Available records:
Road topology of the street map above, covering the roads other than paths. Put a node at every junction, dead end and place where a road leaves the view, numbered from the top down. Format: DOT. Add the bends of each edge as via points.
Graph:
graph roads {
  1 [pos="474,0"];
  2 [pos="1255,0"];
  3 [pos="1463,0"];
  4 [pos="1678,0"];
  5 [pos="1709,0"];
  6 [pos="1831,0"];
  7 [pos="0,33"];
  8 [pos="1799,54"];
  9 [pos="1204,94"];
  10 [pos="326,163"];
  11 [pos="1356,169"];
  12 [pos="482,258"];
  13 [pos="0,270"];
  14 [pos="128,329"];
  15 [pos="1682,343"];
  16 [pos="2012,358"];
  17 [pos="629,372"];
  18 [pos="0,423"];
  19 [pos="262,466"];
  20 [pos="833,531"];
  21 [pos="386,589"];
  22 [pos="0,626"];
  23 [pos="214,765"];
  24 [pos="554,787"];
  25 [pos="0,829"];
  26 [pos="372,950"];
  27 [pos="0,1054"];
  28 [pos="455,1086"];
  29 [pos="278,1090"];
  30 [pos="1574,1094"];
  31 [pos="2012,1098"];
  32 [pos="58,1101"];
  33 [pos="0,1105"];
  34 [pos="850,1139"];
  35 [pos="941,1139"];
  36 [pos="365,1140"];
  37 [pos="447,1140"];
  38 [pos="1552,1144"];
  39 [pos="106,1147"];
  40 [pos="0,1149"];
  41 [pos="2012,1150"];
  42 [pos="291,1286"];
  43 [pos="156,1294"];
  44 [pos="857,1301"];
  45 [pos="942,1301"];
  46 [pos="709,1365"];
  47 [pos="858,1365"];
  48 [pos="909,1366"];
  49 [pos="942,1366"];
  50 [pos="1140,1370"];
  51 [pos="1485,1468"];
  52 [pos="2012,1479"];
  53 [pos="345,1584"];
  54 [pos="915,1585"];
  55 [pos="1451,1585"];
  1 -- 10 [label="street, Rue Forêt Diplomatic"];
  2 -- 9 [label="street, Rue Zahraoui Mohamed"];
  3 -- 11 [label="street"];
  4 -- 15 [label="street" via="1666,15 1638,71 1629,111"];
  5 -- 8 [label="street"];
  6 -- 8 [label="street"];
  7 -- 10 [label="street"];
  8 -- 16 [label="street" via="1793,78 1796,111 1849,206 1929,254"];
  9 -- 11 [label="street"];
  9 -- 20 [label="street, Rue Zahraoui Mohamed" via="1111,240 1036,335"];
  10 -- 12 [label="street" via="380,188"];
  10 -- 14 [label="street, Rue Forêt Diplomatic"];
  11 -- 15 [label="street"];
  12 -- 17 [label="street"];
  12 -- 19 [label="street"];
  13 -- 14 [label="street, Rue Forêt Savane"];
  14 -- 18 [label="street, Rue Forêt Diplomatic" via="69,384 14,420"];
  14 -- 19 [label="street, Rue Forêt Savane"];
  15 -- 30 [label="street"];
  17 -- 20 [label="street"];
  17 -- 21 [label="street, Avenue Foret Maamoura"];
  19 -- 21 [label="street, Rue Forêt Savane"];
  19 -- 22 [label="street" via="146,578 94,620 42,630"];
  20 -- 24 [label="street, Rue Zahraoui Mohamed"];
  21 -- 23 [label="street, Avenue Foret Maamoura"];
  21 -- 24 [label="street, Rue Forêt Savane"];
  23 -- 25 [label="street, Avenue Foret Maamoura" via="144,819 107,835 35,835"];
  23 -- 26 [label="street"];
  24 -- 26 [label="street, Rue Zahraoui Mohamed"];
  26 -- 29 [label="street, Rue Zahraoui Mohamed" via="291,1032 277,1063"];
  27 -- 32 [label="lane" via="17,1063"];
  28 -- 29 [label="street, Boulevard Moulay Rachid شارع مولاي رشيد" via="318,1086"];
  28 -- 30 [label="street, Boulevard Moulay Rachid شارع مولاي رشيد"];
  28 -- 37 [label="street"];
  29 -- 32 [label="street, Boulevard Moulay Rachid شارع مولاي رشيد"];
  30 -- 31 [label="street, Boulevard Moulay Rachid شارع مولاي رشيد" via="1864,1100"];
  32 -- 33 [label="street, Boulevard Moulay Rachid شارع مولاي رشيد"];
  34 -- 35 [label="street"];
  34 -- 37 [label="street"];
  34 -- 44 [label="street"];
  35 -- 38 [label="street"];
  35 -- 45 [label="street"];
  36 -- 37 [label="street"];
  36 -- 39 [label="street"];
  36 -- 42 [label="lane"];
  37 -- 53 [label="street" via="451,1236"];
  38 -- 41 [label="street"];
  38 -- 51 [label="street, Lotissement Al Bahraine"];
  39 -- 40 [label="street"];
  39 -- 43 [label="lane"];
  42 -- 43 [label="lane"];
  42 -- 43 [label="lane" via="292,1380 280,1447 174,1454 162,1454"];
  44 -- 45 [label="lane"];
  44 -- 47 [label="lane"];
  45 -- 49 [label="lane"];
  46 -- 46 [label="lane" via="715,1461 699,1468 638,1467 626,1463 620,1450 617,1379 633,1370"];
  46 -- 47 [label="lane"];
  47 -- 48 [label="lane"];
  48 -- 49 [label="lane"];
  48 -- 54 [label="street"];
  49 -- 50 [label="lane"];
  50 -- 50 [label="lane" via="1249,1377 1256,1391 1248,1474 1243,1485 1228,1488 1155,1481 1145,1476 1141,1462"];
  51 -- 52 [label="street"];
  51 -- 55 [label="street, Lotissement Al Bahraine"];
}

What this task involves:
Please return the data above exactly as given.

Your solution:
Road topology of the street map above, covering the roads other than paths. Put a node at every junction, dead end and place where a road leaves the view, numbered from the top down. Format: DOT. Add the bends of each edge as via points.
Graph:
graph roads {
  1 [pos="474,0"];
  2 [pos="1255,0"];
  3 [pos="1463,0"];
  4 [pos="1678,0"];
  5 [pos="1709,0"];
  6 [pos="1831,0"];
  7 [pos="0,33"];
  8 [pos="1799,54"];
  9 [pos="1204,94"];
  10 [pos="326,163"];
  11 [pos="1356,169"];
  12 [pos="482,258"];
  13 [pos="0,270"];
  14 [pos="128,329"];
  15 [pos="1682,343"];
  16 [pos="2012,358"];
  17 [pos="629,372"];
  18 [pos="0,423"];
  19 [pos="262,466"];
  20 [pos="833,531"];
  21 [pos="386,589"];
  22 [pos="0,626"];
  23 [pos="214,765"];
  24 [pos="554,787"];
  25 [pos="0,829"];
  26 [pos="372,950"];
  27 [pos="0,1054"];
  28 [pos="455,1086"];
  29 [pos="278,1090"];
  30 [pos="1574,1094"];
  31 [pos="2012,1098"];
  32 [pos="58,1101"];
  33 [pos="0,1105"];
  34 [pos="850,1139"];
  35 [pos="941,1139"];
  36 [pos="365,1140"];
  37 [pos="447,1140"];
  38 [pos="1552,1144"];
  39 [pos="106,1147"];
  40 [pos="0,1149"];
  41 [pos="2012,1150"];
  42 [pos="291,1286"];
  43 [pos="156,1294"];
  44 [pos="857,1301"];
  45 [pos="942,1301"];
  46 [pos="709,1365"];
  47 [pos="858,1365"];
  48 [pos="909,1366"];
  49 [pos="942,1366"];
  50 [pos="1140,1370"];
  51 [pos="1485,1468"];
  52 [pos="2012,1479"];
  53 [pos="345,1584"];
  54 [pos="915,1585"];
  55 [pos="1451,1585"];
  1 -- 10 [label="street, Rue Forêt Diplomatic"];
  2 -- 9 [label="street, Rue Zahraoui Mohamed"];
  3 -- 11 [label="street"];
  4 -- 15 [label="street" via="1666,15 1638,71 1629,111"];
  5 -- 8 [label="street"];
  6 -- 8 [label="street"];
  7 -- 10 [label="street"];
  8 -- 16 [label="street" via="1793,78 1796,111 1849,206 1929,254"];
  9 -- 11 [label="street"];
  9 -- 20 [label="street, Rue Zahraoui Mohamed" via="1111,240 1036,335"];
  10 -- 12 [label="street" via="380,188"];
  10 -- 14 [label="street, Rue Forêt Diplomatic"];
  11 -- 15 [label="street"];
  12 -- 17 [label="street"];
  12 -- 19 [label="street"];
  13 -- 14 [label="street, Rue Forêt Savane"];
  14 -- 18 [label="street, Rue Forêt Diplomatic" via="69,384 14,420"];
  14 -- 19 [label="street, Rue Forêt Savane"];
  15 -- 30 [label="street"];
  17 -- 20 [label="street"];
  17 -- 21 [label="street, Avenue Foret Maamoura"];
  19 -- 21 [label="street, Rue Forêt Savane"];
  19 -- 22 [label="street" via="146,578 94,620 42,630"];
  20 -- 24 [label="street, Rue Zahraoui Mohamed"];
  21 -- 23 [label="street, Avenue Foret Maamoura"];
  21 -- 24 [label="street, Rue Forêt Savane"];
  23 -- 25 [label="street, Avenue Foret Maamoura" via="144,819 107,835 35,835"];
  23 -- 26 [label="street"];
  24 -- 26 [label="street, Rue Zahraoui Mohamed"];
  26 -- 29 [label="street, Rue Zahraoui Mohamed" via="291,1032 277,1063"];
  27 -- 32 [label="lane" via="17,1063"];
  28 -- 29 [label="street, Boulevard Moulay Rachid شارع مولاي رشيد" via="318,1086"];
  28 -- 30 [label="street, Boulevard Moulay Rachid شارع مولاي رشيد"];
  28 -- 37 [label="street"];
  29 -- 32 [label="street, Boulevard Moulay Rachid شارع مولاي رشيد"];
  30 -- 31 [label="street, Boulevard Moulay Rachid شارع مولاي رشيد" via="1864,1100"];
  32 -- 33 [label="street, Boulevard Moulay Rachid شارع مولاي رشيد"];
  34 -- 35 [label="street"];
  34 -- 37 [label="street"];
  34 -- 44 [label="street"];
  35 -- 38 [label="street"];
  35 -- 45 [label="street"];
  36 -- 37 [label="street"];
  36 -- 39 [label="street"];
  36 -- 42 [label="lane"];
  37 -- 53 [label="street" via="451,1236"];
  38 -- 41 [label="street"];
  38 -- 51 [label="street, Lotissement Al Bahraine"];
  39 -- 40 [label="street"];
  39 -- 43 [label="lane"];
  42 -- 43 [label="lane"];
  42 -- 43 [label="lane" via="292,1380 280,1447 174,1454 162,1454"];
  44 -- 45 [label="lane"];
  44 -- 47 [label="lane"];
  45 -- 49 [label="lane"];
  46 -- 46 [label="lane" via="715,1461 699,1468 638,1467 626,1463 620,1450 617,1379 633,1370"];
  46 -- 47 [label="lane"];
  47 -- 48 [label="lane"];
  48 -- 49 [label="lane"];
  48 -- 54 [label="street"];
  49 -- 50 [label="lane"];
  50 -- 50 [label="lane" via="1249,1377 1256,1391 1248,1474 1243,1485 1228,1488 1155,1481 1145,1476 1141,1462"];
  51 -- 52 [label="street"];
  51 -- 55 [label="street, Lotissement Al Bahraine"];
}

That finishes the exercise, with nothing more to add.